The spin-resolved transmission spectra, which are helpful for understanding the I–V characteristics because the spin-polarized current is contributed by integrating in the bias window [−V_b/2, V_b/2], were calculated and are shown in Fig. 4 and 5 for both of the devices, where the Fermi levels are set to zero and the black dashed lines represent the bias window. Due to the symmetric behavior, we just discuss the transmission spectrum in the positive bias region. For the zigzag device, in Fig. 4, it is very clear that there is no transmission peak of the spin-down channel entering the bias window at all bias voltages, which means that the spin-down electron has no tunneling path. Thus, the spin-down current is nearly zero. At zero bias, the transmission of the spin-up channel crosses the Fermi level, and thus a small voltage can cause the current. From 0.2 V to 0.35 V, although the bias window is broadened, there is no significant change in the integral area of the spin-up spectrum. Therefore, a current platform appears around a bias of 0.3 V. At 0.55 V, we can see that the spin-up transmission spectrum is slightly suppressed, which causes the integral area to be smaller than that at 0.35 V. So NDR effects appear at a bias of 0.55 V. As the bias increases, more transmission coefficients enter into the bias window, which results in an increase in the current.

Fig. 4 Spin-dependent transmission spectrum of the zigzag direction.

Fig. 5 Spin-dependent transmission spectrum of the armchair direction.

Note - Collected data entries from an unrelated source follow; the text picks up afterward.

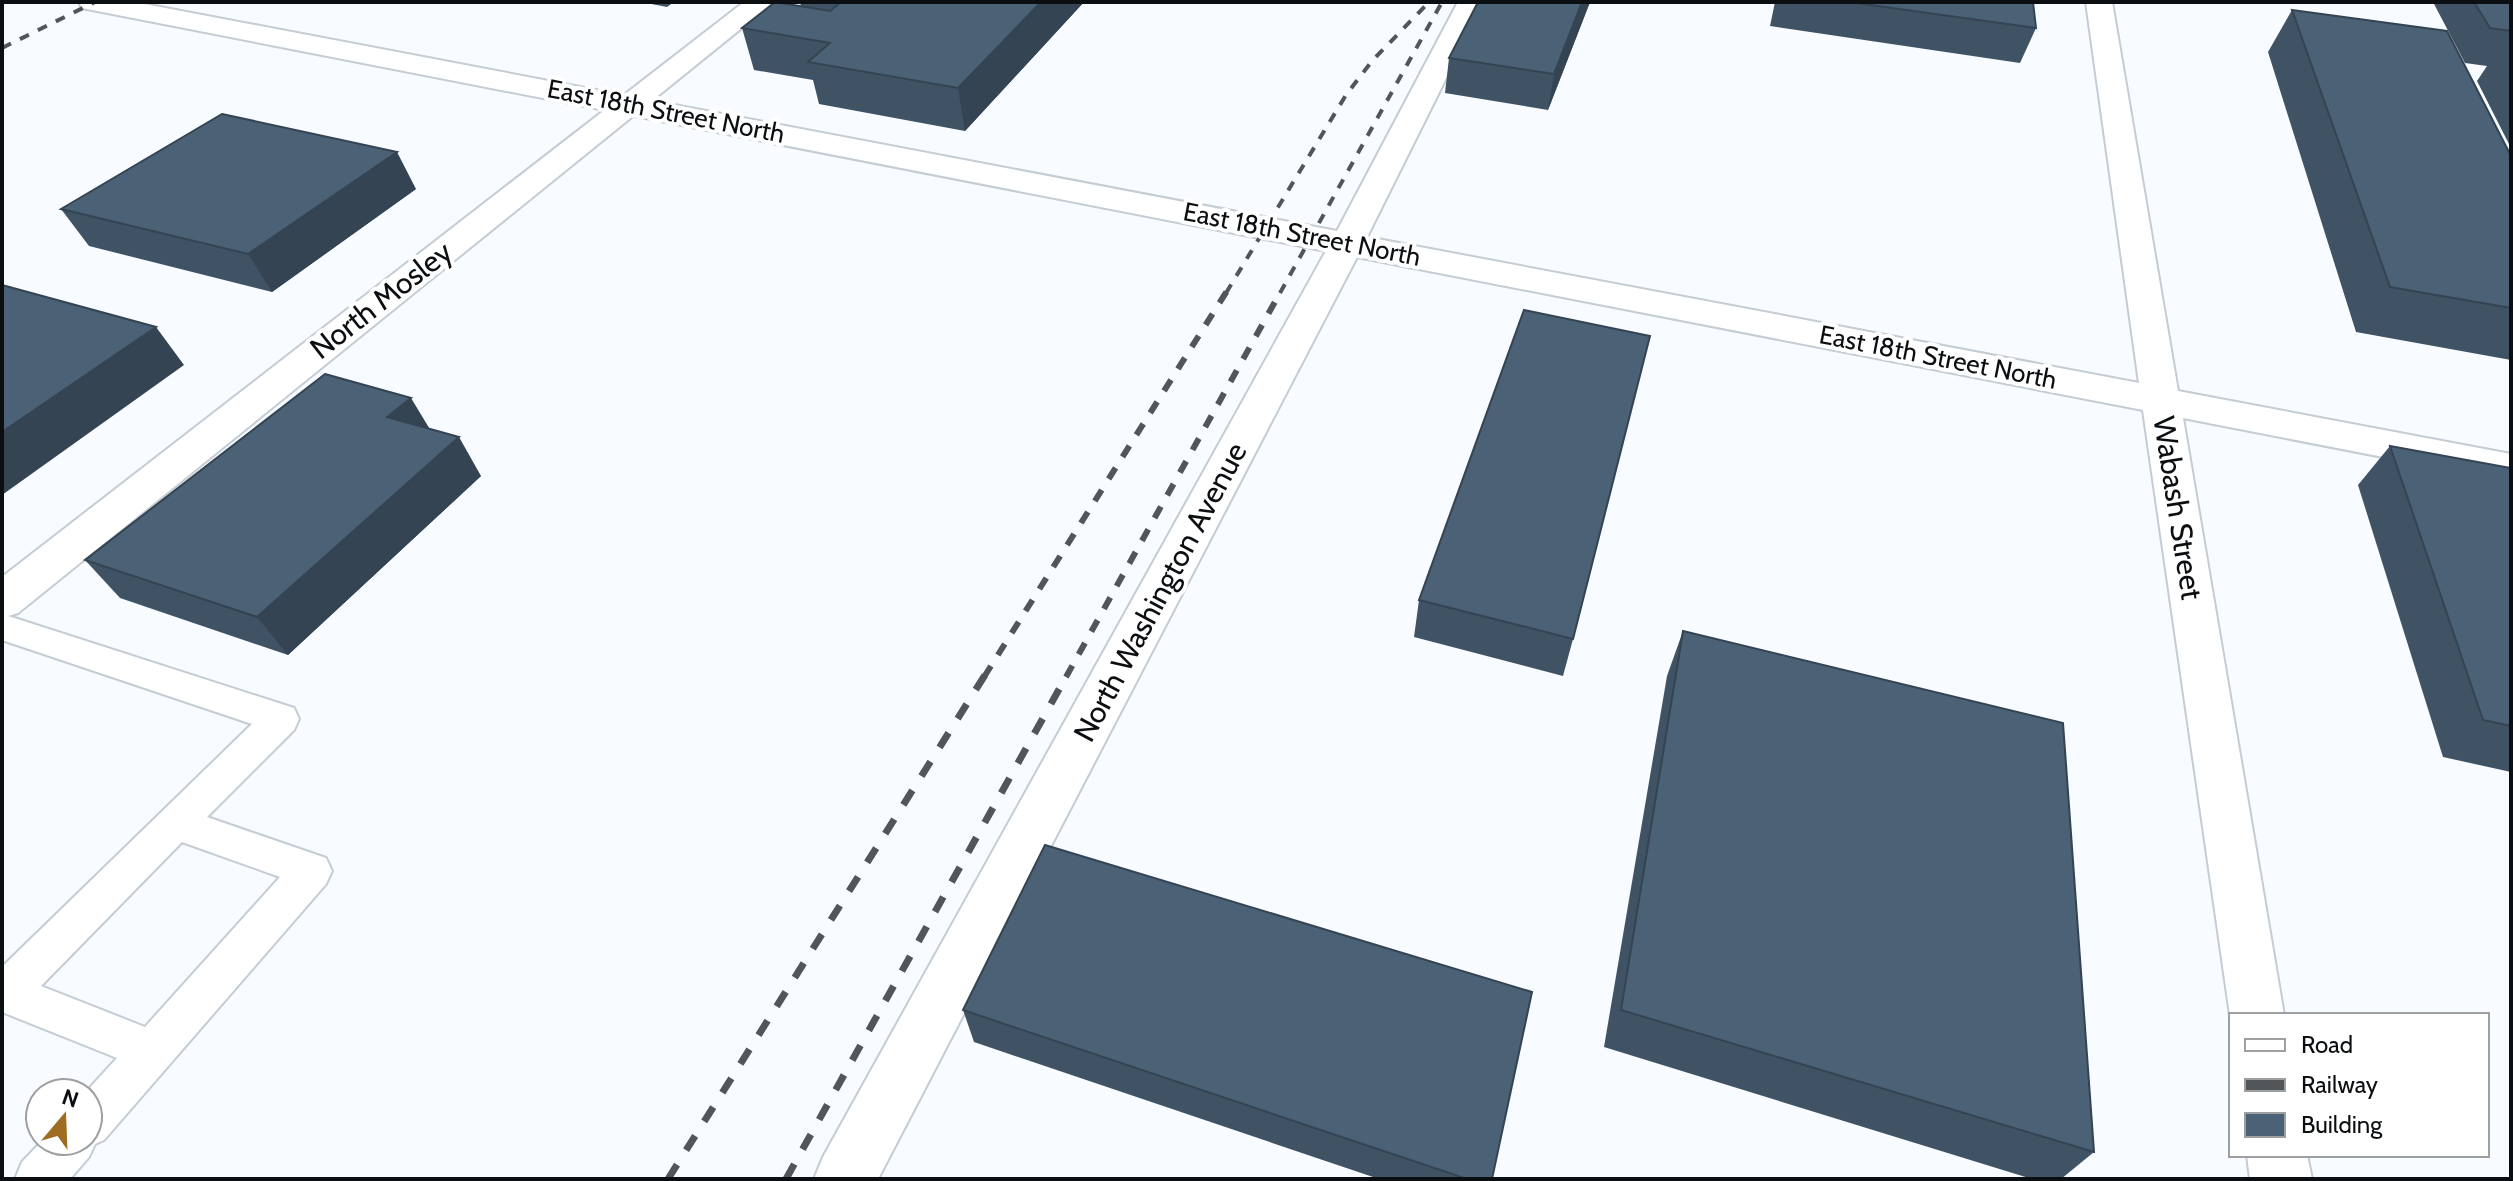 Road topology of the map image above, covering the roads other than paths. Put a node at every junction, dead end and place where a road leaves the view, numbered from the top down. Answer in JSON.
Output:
{"nodes":[{"id":1,"x":92,"y":2,"type":"edge"},
{"id":2,"x":761,"y":2,"type":"edge"},
{"id":3,"x":1471,"y":2,"type":"edge"},
{"id":4,"x":2099,"y":2,"type":"edge"},
{"id":5,"x":628,"y":104,"type":"junction"},
{"id":6,"x":1347,"y":243,"type":"junction"},
{"id":7,"x":2162,"y":400,"type":"junction"},
{"id":8,"x":2511,"y":468,"type":"edge"},
{"id":9,"x":2,"y":601,"type":"edge"},
{"id":10,"x":2,"y":627,"type":"edge"},
{"id":11,"x":175,"y":823,"type":"junction"},
{"id":12,"x":4,"y":992,"type":"edge"},
{"id":13,"x":2256,"y":1013,"type":"edge"},
{"id":14,"x":153,"y":1051,"type":"junction"},
{"id":15,"x":104,"y":1106,"type":"edge"},
{"id":16,"x":59,"y":1157,"type":"edge"},
{"id":17,"x":2277,"y":1157,"type":"edge"},
{"id":18,"x":39,"y":1179,"type":"edge"},
{"id":19,"x":845,"y":1179,"type":"edge"},
{"id":20,"x":2281,"y":1179,"type":"edge"}],
"edges":[{"from":1,"to":5,"type":"street","name":"East 18th Street North"},
{"from":2,"to":5,"type":"street","name":"North Mosley"},
{"from":3,"to":6,"type":"street","name":"North Washington Avenue"},
{"from":4,"to":7,"type":"street","name":"Wabash Street"},
{"from":5,"to":6,"type":"street","name":"East 18th Street North"},
{"from":5,"to":9,"type":"street","name":"North Mosley"},
{"from":6,"to":7,"type":"street","name":"East 18th Street North"},
{"from":6,"to":19,"type":"street","name":"North Washington Avenue"},
{"from":7,"to":8,"type":"street","name":"East 18th Street North"},
{"from":7,"to":13,"type":"street","name":"Wabash Street"},
{"from":10,"to":11,"type":"lane"},
{"from":11,"to":12,"type":"lane"},
{"from":11,"to":14,"type":"lane"},
{"from":12,"to":14,"type":"lane"},
{"from":14,"to":15,"type":"lane"},
{"from":16,"to":18,"type":"lane"},
{"from":17,"to":20,"type":"street"}]} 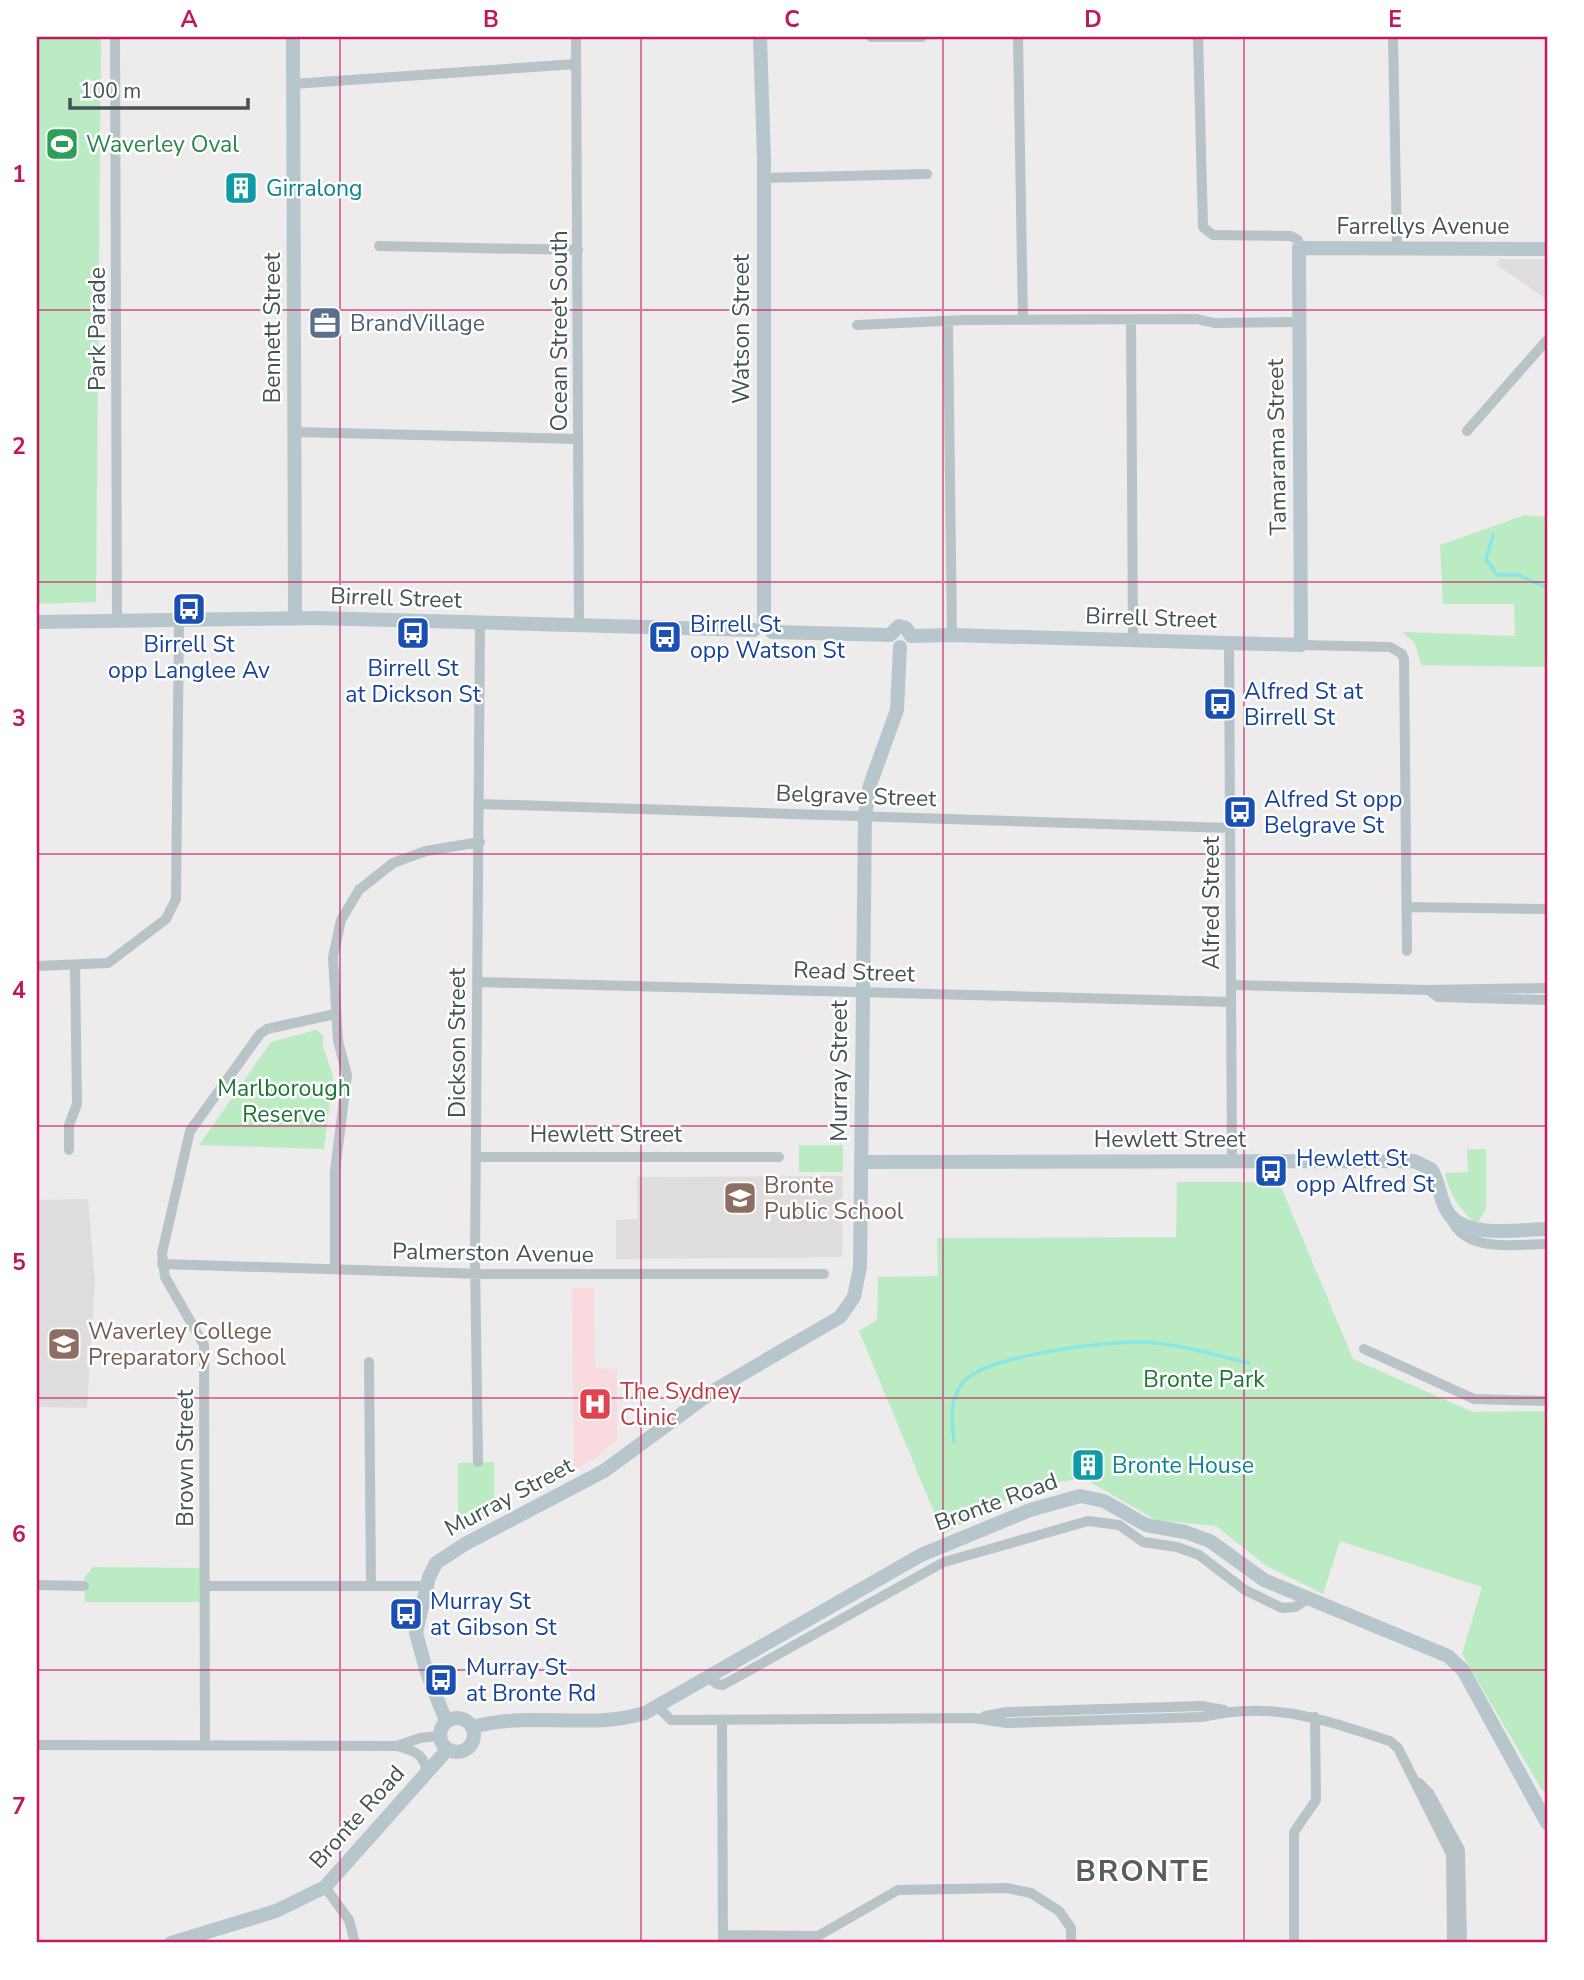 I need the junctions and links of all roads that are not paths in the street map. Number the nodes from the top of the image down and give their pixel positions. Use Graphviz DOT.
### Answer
graph roads {
  1 [pos="115,37"];
  2 [pos="293,37"];
  3 [pos="576,37"];
  4 [pos="760,37"];
  5 [pos="870,37"];
  6 [pos="922,37"];
  7 [pos="1018,37"];
  8 [pos="1198,37"];
  9 [pos="1393,37"];
  10 [pos="576,64"];
  11 [pos="293,84"];
  12 [pos="928,174"];
  13 [pos="764,178"];
  14 [pos="379,246"];
  15 [pos="1299,248"];
  16 [pos="1396,248"];
  17 [pos="1547,249"];
  18 [pos="578,250"];
  19 [pos="1023,320"];
  20 [pos="1131,320"];
  21 [pos="948,323"];
  22 [pos="1299,323"];
  23 [pos="856,325"];
  24 [pos="1547,340"];
  25 [pos="1467,431"];
  26 [pos="295,432"];
  27 [pos="578,439"];
  28 [pos="295,619"];
  29 [pos="179,620"];
  30 [pos="117,621"];
  31 [pos="37,622"];
  32 [pos="480,624"];
  33 [pos="579,626"];
  34 [pos="763,628"];
  35 [pos="952,635"];
  36 [pos="895,641"];
  37 [pos="1133,641"];
  38 [pos="1229,643"];
  39 [pos="1301,645"];
  40 [pos="481,804"];
  41 [pos="865,815"];
  42 [pos="1230,828"];
  43 [pos="480,842"];
  44 [pos="1407,906"];
  45 [pos="1547,909"];
  46 [pos="1407,951"];
  47 [pos="37,966"];
  48 [pos="75,966"];
  49 [pos="477,982"];
  50 [pos="1231,985"];
  51 [pos="1547,988"];
  52 [pos="1429,990"];
  53 [pos="862,991"];
  54 [pos="1547,1000"];
  55 [pos="1230,1002"];
  56 [pos="335,1014"];
  57 [pos="69,1150"];
  58 [pos="476,1157"];
  59 [pos="779,1157"];
  60 [pos="1232,1162"];
  61 [pos="861,1163"];
  62 [pos="1447,1212"];
  63 [pos="1547,1229"];
  64 [pos="1547,1244"];
  65 [pos="162,1264"];
  66 [pos="335,1268"];
  67 [pos="476,1274"];
  68 [pos="824,1274"];
  69 [pos="1364,1349"];
  70 [pos="369,1362"];
  71 [pos="1547,1401"];
  72 [pos="478,1462"];
  73 [pos="37,1585"];
  74 [pos="84,1586"];
  75 [pos="205,1586"];
  76 [pos="371,1586"];
  77 [pos="427,1586"];
  78 [pos="1306,1600"];
  79 [pos="708,1677"];
  80 [pos="657,1706"];
  81 [pos="1315,1717"];
  82 [pos="446,1721"];
  83 [pos="722,1722"];
  84 [pos="473,1727"];
  85 [pos="439,1736"];
  86 [pos="37,1745"];
  87 [pos="205,1745"];
  88 [pos="397,1746"];
  89 [pos="447,1749"];
  90 [pos="427,1774"];
  91 [pos="1416,1780"];
  92 [pos="1547,1823"];
  93 [pos="325,1887"];
  94 [pos="723,1939"];
  95 [pos="172,1943"];
  96 [pos="355,1943"];
  97 [pos="1071,1943"];
  98 [pos="1294,1943"];
  99 [pos="1452,1943"];
  100 [pos="1462,1943"];
  1 -- 30 [label="street, Park Parade"];
  2 -- 11 [label="street, Bennett Street"];
  3 -- 10 [label="street, Ocean Street South"];
  4 -- 13 [label="street, Watson Street"];
  5 -- 6 [label="street"];
  7 -- 19 [label="street"];
  8 -- 15 [label="street"];
  9 -- 16 [label="street"];
  10 -- 11 [label="street"];
  10 -- 18 [label="street, Ocean Street South"];
  11 -- 26 [label="street, Bennett Street"];
  12 -- 13 [label="street"];
  13 -- 34 [label="street, Watson Street"];
  14 -- 18 [label="street"];
  15 -- 16 [label="street, Farrellys Avenue"];
  15 -- 22 [label="street, Tamarama Street"];
  16 -- 17 [label="street, Farrellys Avenue"];
  18 -- 27 [label="street, Ocean Street South"];
  19 -- 20 [label="street"];
  19 -- 21 [label="street"];
  20 -- 22 [label="street"];
  20 -- 37 [label="street"];
  21 -- 23 [label="street"];
  21 -- 35 [label="street"];
  22 -- 39 [label="street, Tamarama Street"];
  24 -- 25 [label="street"];
  26 -- 27 [label="street"];
  26 -- 28 [label="street, Bennett Street"];
  27 -- 33 [label="street, Ocean Street South"];
  28 -- 29 [label="street, Birrell Street"];
  28 -- 32 [label="street, Birrell Street"];
  29 -- 30 [label="street, Birrell Street"];
  29 -- 48 [label="street"];
  30 -- 31 [label="street, Birrell Street"];
  32 -- 33 [label="street, Birrell Street"];
  32 -- 40 [label="street, Dickson Street"];
  33 -- 34 [label="street, Birrell Street"];
  34 -- 36 [label="street, Birrell Street"];
  35 -- 36 [label="street, Birrell Street"];
  35 -- 37 [label="street, Birrell Street"];
  36 -- 41 [label="street, Murray Street"];
  37 -- 38 [label="street, Birrell Street"];
  38 -- 39 [label="street, Birrell Street"];
  38 -- 42 [label="street, Alfred Street"];
  39 -- 44 [label="street, Birrell Street"];
  40 -- 41 [label="street, Belgrave Street"];
  40 -- 43 [label="street, Dickson Street"];
  41 -- 42 [label="street, Belgrave Street"];
  41 -- 53 [label="street, Murray Street"];
  42 -- 50 [label="street, Alfred Street"];
  43 -- 49 [label="street, Dickson Street"];
  43 -- 56 [label="street"];
  44 -- 45 [label="street"];
  44 -- 46 [label="street"];
  47 -- 48 [label="street"];
  48 -- 57 [label="street"];
  49 -- 53 [label="street, Read Street"];
  49 -- 58 [label="street, Dickson Street"];
  50 -- 52 [label="street"];
  50 -- 55 [label="street, Alfred Street"];
  51 -- 52 [label="street"];
  52 -- 54 [label="street"];
  53 -- 55 [label="street, Read Street"];
  53 -- 61 [label="street, Murray Street"];
  55 -- 60 [label="street, Alfred Street"];
  56 -- 65 [label="street, Brown Street"];
  56 -- 66 [label="street"];
  58 -- 59 [label="street, Hewlett Street"];
  58 -- 67 [label="street, Dickson Street"];
  60 -- 61 [label="street, Hewlett Street"];
  60 -- 62 [label="street, Hewlett Street"];
  61 -- 77 [label="street, Murray Street"];
  62 -- 63 [label="street"];
  62 -- 64 [label="street, Hewlett Street"];
  65 -- 66 [label="street, Palmerston Avenue"];
  65 -- 75 [label="street, Brown Street"];
  66 -- 67 [label="street, Palmerston Avenue"];
  67 -- 68 [label="street, Palmerston Avenue"];
  67 -- 72 [label="street, Dickson Street"];
  69 -- 71 [label="street"];
  70 -- 76 [label="street"];
  73 -- 74 [label="street"];
  75 -- 76 [label="street"];
  75 -- 87 [label="street, Brown Street"];
  76 -- 77 [label="street"];
  77 -- 82 [label="street, Murray Street"];
  78 -- 79 [label="street, Bronte Road"];
  78 -- 79 [label="street, Bronte Road"];
  78 -- 92 [label="street, Bronte Road"];
  79 -- 80 [label="street, Bronte Road"];
  80 -- 83 [label="street"];
  80 -- 84 [label="street, Bronte Road"];
  81 -- 83 [label="street"];
  81 -- 91 [label="street"];
  81 -- 98 [label="street"];
  82 -- 84 [label="street"];
  82 -- 85 [label="street"];
  83 -- 94 [label="street"];
  84 -- 89 [label="street"];
  85 -- 88 [label="street"];
  85 -- 89 [label="street"];
  86 -- 87 [label="street"];
  87 -- 88 [label="street"];
  88 -- 90 [label="street"];
  89 -- 90 [label="street, Bronte Road"];
  90 -- 93 [label="street, Bronte Road"];
  91 -- 99 [label="street"];
  91 -- 100 [label="street"];
  93 -- 95 [label="street, Bronte Road"];
  93 -- 96 [label="street"];
  94 -- 97 [label="street"];
}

Fig. 5 shows the transmission spectra of the armchair device. It is very clear, both for the spin-up and spin-down electrons, that no transmission coefficients appear in the bias window until the bias reaches 0.5 V, which means that the current is zero when the bias is below 0.5 V. Once the bias reaches 0.6 V, a tiny spin-up transmission coefficient enters into the window, and the integral area is significantly expanded with an increase in bias. At the same time, the transmission coefficient of the spin-down channel remains zero, which is consist with the I–V curve shown in Fig. 2. Meanwhile, the disparity in the transmission spectra between the two devices can explain why the value of the current for the zigzag orientation is 100 times higher than that for the armchair orientation, and why monolayer VS₂ shows distinct transport anisotropy along different orientations.

4. Conclusion

In this work, we have studied the electronic transport behavior of hexagonal monolayer VS₂ along the zigzag and armchair directions using density functional theory combined with the non-equilibrium Green's function. A spin filtering effect has been obtained in both orientations, and strong anisotropy appears as expected: the zigzag direction has metallic behavior, while the armchair direction is a semiconductor. Meanwhile, NDR also exists in the zigzag orientation device, which is found in TMDs for the first time. Therefore, monolayer VS₂ can not only be used in spintronic applications as an electrode, but can also be applied in digital applications, amplification, and oscillators, which makes it a multifunction material.

Acknowledgements

This work was supported by National Natural Science Foundation of China under Grant No. 11274130 and No. 11374111.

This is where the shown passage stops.